Penn State’s defense deserves some due credit for this, but some of those looks were not ones to be turned down, especially when Hall has steadily shown throughout conference play that he’s perhaps the strongest one-on-one offensive option with Hauser working through struggles to become a strong complement.
Then there’s the unique situation enveloping senior forward Gabe Brown. After riding out a prolonged shooting slump and exploding for 17 points against Rutgers, he’s slumped again to go 2-12 from the field over his last two games, an alarming line for a player that entered the season with high expectations regarding an enhanced role.
Michigan State clearly made a conscious effort to get him more shots in the second half against Penn State but his struggles continued despite the volume. Off nights are always possible but Brown’s overall downward trend is concerning enough to bump his position group’s grade down further.
Julius Marble II: B+
Poor Marble. Of the five games he’s cracked double-digits scoring this season, his team’s record is 2-3, including a career-high 18 points on 7-7 shooting in a dismal loss to Northwestern that was merely the beginning of this roller coaster 4-5 stretch for the Spartans.
The misfortune of another great performance upended by a shocking loss continued on Tuesday. Marble had 14 points (6-7 shooting) and eight rebounds in a game that saw him notch the highest offensive rating (153, according to KenPom) of any player on the floor that night. Mired in offensive inconsistency, the junior center fired off hook shots, picked up a brutal block on fifth-year forward Jalanni White and provided the team with a stabilizing force it desperately needed even as their lead began to dwindle.

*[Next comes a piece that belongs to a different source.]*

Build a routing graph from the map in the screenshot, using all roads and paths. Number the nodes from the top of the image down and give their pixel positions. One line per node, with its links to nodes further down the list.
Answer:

Marble’s struggles on the defensive end towards the close as Harrar (16 points, 16 rebounds) helped seal off the win for his team with some monster offensive rebounds and buckets showcased what the junior center will have to do to become a more consistent presence for Michigan State. But being the one clear-cut bright spot on a day where nothing was truly working? That’s deserving of Michigan State’s highest grade.

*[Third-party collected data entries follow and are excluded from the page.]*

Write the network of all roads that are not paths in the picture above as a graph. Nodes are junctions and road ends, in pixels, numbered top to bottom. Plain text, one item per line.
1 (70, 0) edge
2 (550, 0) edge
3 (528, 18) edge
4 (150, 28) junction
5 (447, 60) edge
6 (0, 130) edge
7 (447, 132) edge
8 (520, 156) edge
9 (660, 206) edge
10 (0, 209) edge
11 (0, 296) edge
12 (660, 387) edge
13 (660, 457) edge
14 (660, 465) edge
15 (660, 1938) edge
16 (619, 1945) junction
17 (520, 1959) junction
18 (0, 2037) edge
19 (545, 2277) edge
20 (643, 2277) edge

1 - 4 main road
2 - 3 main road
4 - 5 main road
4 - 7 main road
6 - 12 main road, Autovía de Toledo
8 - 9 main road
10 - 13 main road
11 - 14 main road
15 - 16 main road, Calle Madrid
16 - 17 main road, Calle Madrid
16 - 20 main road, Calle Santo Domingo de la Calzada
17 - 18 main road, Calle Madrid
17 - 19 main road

In letter grading systems, C- essentially translates to slightly below average. And according to BartTorvik, that’s almost what Michigan State’s adjusted defensive efficiency was: slightly below average, with a game rating of 95.2 compared to their season rating at 95.7.
The Spartans did force some prolonged scoring droughts out of Penn State. Marble’s aforementioned block on White was a defensive play for the highlight reel. And yet, as the Nittany Lions actively worked to out tough them on both ends of the floor, Michigan State failed to turn in a hard-nosed defensive performance they could hang their hat on as offensive possessions drifted by.
The road forward for Michigan State isn’t perfectly clear. But at the very least, they'll need to be able to lean on stronger efforts guarding and rebounding on the defensive end to prevent further losses like Tuesday's.
Michigan State's overall grade: C-
The grade may seem like a surprise here for a game that’s in contention for Michigan State’s worst loss of the season. The fact of the matter is this was a game they could’ve won in any number of ways: slightly better defense, a couple more makes from their key playmakers or maybe even a couple more shots taken instead of passed up.
It just didn’t happen. In a league where there are no true gimme games on any night, against any team, slightly below average wasn’t enough to cut it.